Nephrin expression is critical for mature kidney cell development. Knowing this, we are planning studies in collaboration with DRI's stem cell development team to explore the role of nephrin in the generation of insulin-producing cells from immature cells known as precursors.
What brought you to the DRI?
I obtained my M.D. and Ph.D. in Medical Pharmacology at the Universita' degli Studi di Pavia in Italy. I later joined the Renal Cell Biology lab in the Vascular Biology Institute at the University of Miami Miller School of Medicine. I continued my medical education at UM, where I currently work as a clinical nephrologist treating many diabetic patients. After being appointed assistant professor in clinical medicine at UM in 2005, I had a strong desire to join a research institution committed to curing diabetes, and I was very fortunate to have the opportunity to join the DRI team. I've always thought of diabetes as a slow but persistent “Pac Man” that will slowly take over patients' bodies and souls. Here, my training and research successes in diabetes and diabetic complications can be quickly translated from the lab to patients. The commitment of the DRI's scientific director, Dr. Camillo Ricordi, to finding a cure and his ability to harness talent from multidisciplinary areas of expertise are among the DRI's biggest strengths and was a major reason for my joining the institute.
How does this multidisciplinary environment benefit your research efforts?
At the DRI, my interaction with cell biologist Dr. Per Olof Berggren is critical to characterizing the role of nephrin in insulin secretion. The enthusiasm and encouragement of Dr. Ricordi; expertise of immunologists Drs. Luca Inverardi and Alberto Pugliese; intellectual support and technical assistance of Dr. Antonello Pileggi and molecular biologist Dr. Ricardo Pastori; as well as mentoring of physician scientists, such as Dr. Daniel Mintz, will be instrumental in finding a cure. I also have a close interaction with Dr. Jochen Reiser, recently recruited from Harvard Medical School to become chief of nephrology and hypertension at UM; Dr. Peter Mundel, basic science research director of UM's Division of Nephrology; and Dr. Karl Tryggvason, the scientist who discovered nephrin in the kidney. I'm excited about the recruitment of researchers with different scientific backgrounds and believe this strategy will be pivotal in leading to new discoveries.

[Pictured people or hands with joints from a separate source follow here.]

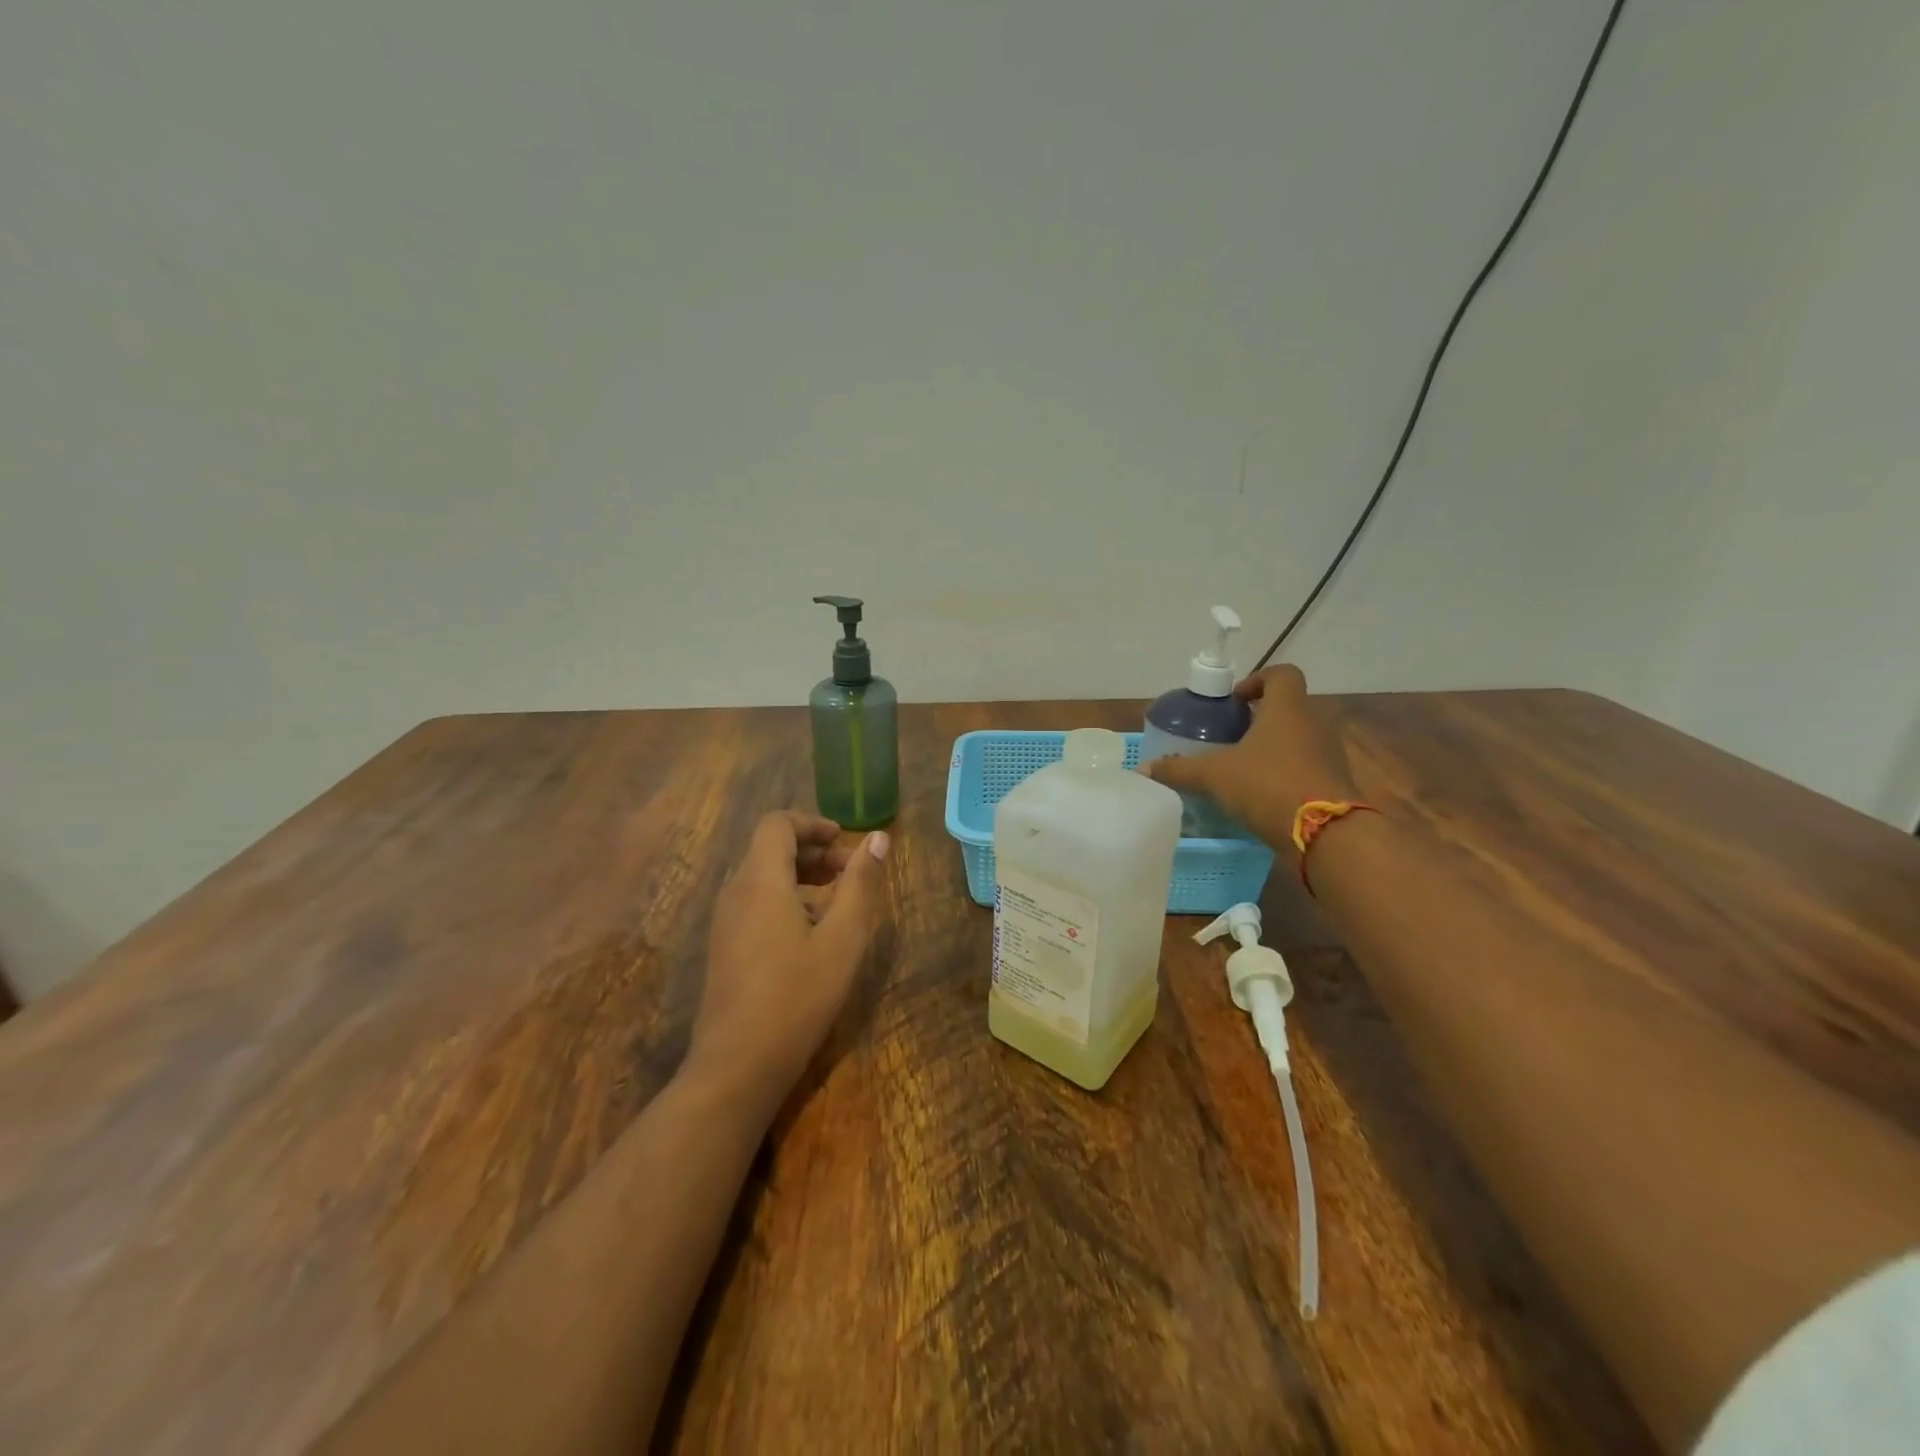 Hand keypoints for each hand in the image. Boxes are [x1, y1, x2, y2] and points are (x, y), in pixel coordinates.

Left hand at [687, 812, 889, 1116]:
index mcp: (760, 880)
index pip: (777, 824)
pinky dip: (784, 898)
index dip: (812, 823)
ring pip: (761, 876)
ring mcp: (724, 921)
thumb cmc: (797, 996)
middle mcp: (735, 892)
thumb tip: (877, 839)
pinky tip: (811, 933)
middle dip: (812, 850)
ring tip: (837, 901)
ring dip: (800, 876)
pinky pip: (754, 902)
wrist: (737, 1065)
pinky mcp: (723, 947)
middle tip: (850, 871)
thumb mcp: (842, 938)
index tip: (845, 840)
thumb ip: (860, 884)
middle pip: (769, 848)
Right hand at [1145, 665, 1357, 852]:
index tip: (1236, 700)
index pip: (1282, 673)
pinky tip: (1264, 794)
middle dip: (1261, 718)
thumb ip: (1180, 770)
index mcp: (1287, 708)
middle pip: (1289, 707)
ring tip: (1245, 767)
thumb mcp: (1215, 776)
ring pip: (1300, 737)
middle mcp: (1314, 723)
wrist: (1327, 833)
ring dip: (1275, 746)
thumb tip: (1144, 769)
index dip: (1258, 680)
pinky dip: (1288, 772)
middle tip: (1232, 737)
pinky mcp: (1336, 782)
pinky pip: (1309, 765)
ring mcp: (1330, 753)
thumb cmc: (1268, 786) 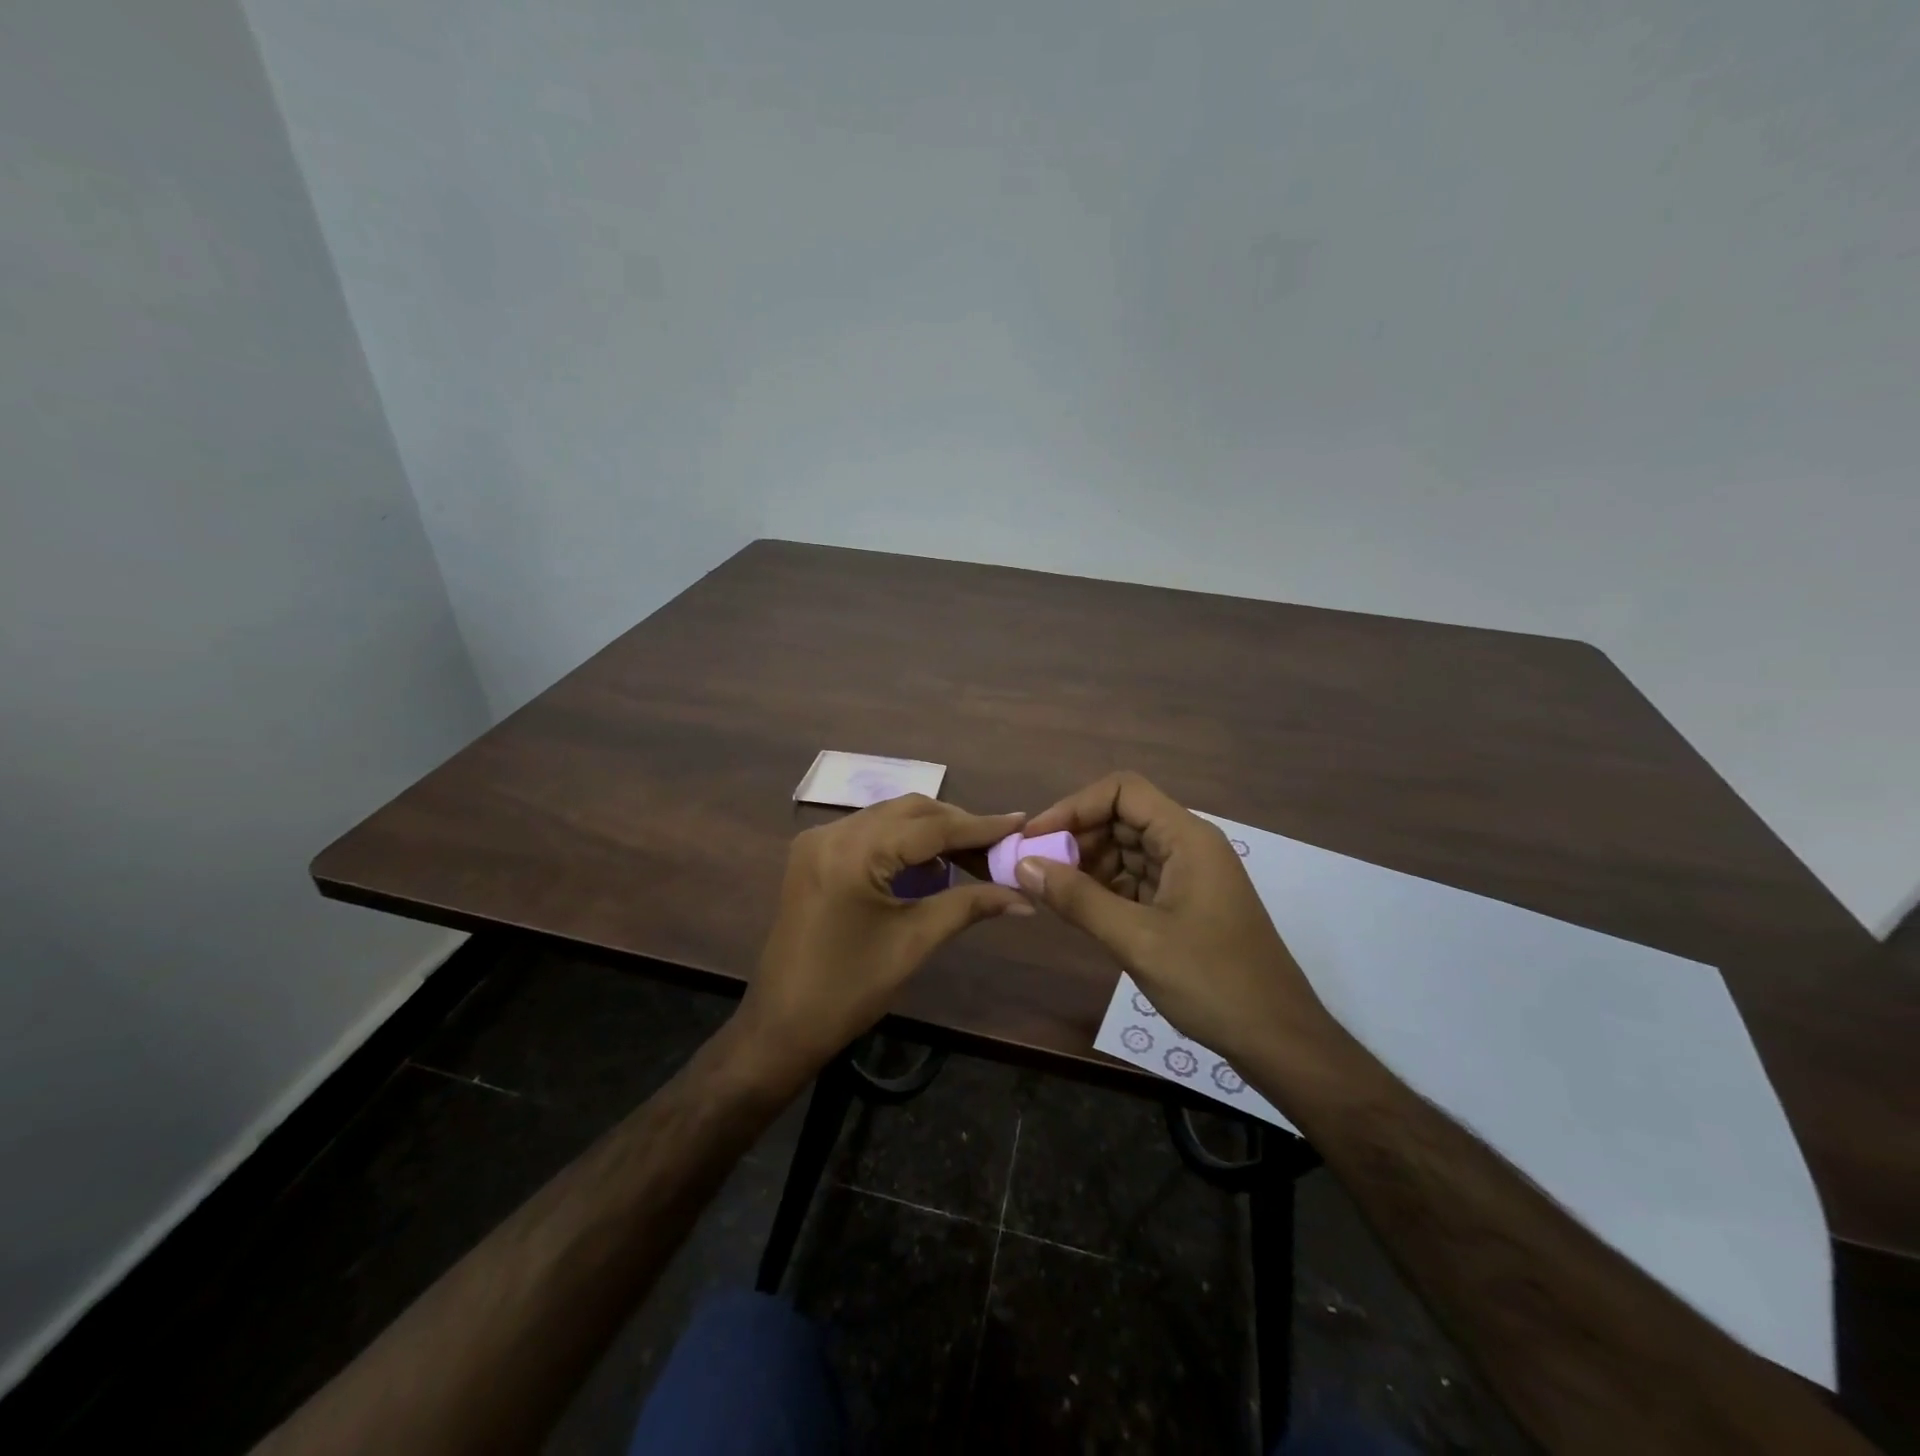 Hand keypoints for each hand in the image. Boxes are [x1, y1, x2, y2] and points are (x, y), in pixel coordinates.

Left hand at [734, 795, 1031, 1090]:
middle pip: (909, 811)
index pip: (930, 827)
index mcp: (854, 852)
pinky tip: (930, 867)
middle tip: (997, 847)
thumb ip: (969, 905)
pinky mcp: (813, 855)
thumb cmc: (851, 989)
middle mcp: (832, 832)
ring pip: (889, 818)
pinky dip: (902, 843)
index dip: (979, 826)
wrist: (782, 1025)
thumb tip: (1023, 896)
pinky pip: (869, 834)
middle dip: (956, 826)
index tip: (1019, 822)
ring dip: (930, 832)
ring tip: (972, 856)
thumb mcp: (915, 942)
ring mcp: (818, 841)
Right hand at [1018, 771, 1333, 1064]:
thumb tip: (1024, 865)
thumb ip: (1077, 899)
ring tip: (1051, 892)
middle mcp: (1189, 846)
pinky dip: (1105, 888)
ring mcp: (1189, 876)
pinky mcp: (1185, 904)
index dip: (1074, 806)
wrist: (1278, 1040)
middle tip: (1036, 869)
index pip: (1123, 791)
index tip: (1036, 837)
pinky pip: (1137, 880)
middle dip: (1077, 837)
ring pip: (1127, 850)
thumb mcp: (1136, 940)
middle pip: (1122, 818)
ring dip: (1088, 864)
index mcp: (1187, 838)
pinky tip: (1079, 910)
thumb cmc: (1212, 982)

What are your future research plans and how will that help find effective treatments?
I believe that understanding and improving beta cell function is necessary for finding a cure for diabetes. By knowing more about how beta cells work, we can develop strategies to better preserve islets and protect cells from the dangerous effects of anti-rejection drugs, inflammatory agents and the immune system. Nephrin is probably just one of the pieces of the puzzle but, once the puzzle comes together, a cure will be found. My patients are the driving force of my research.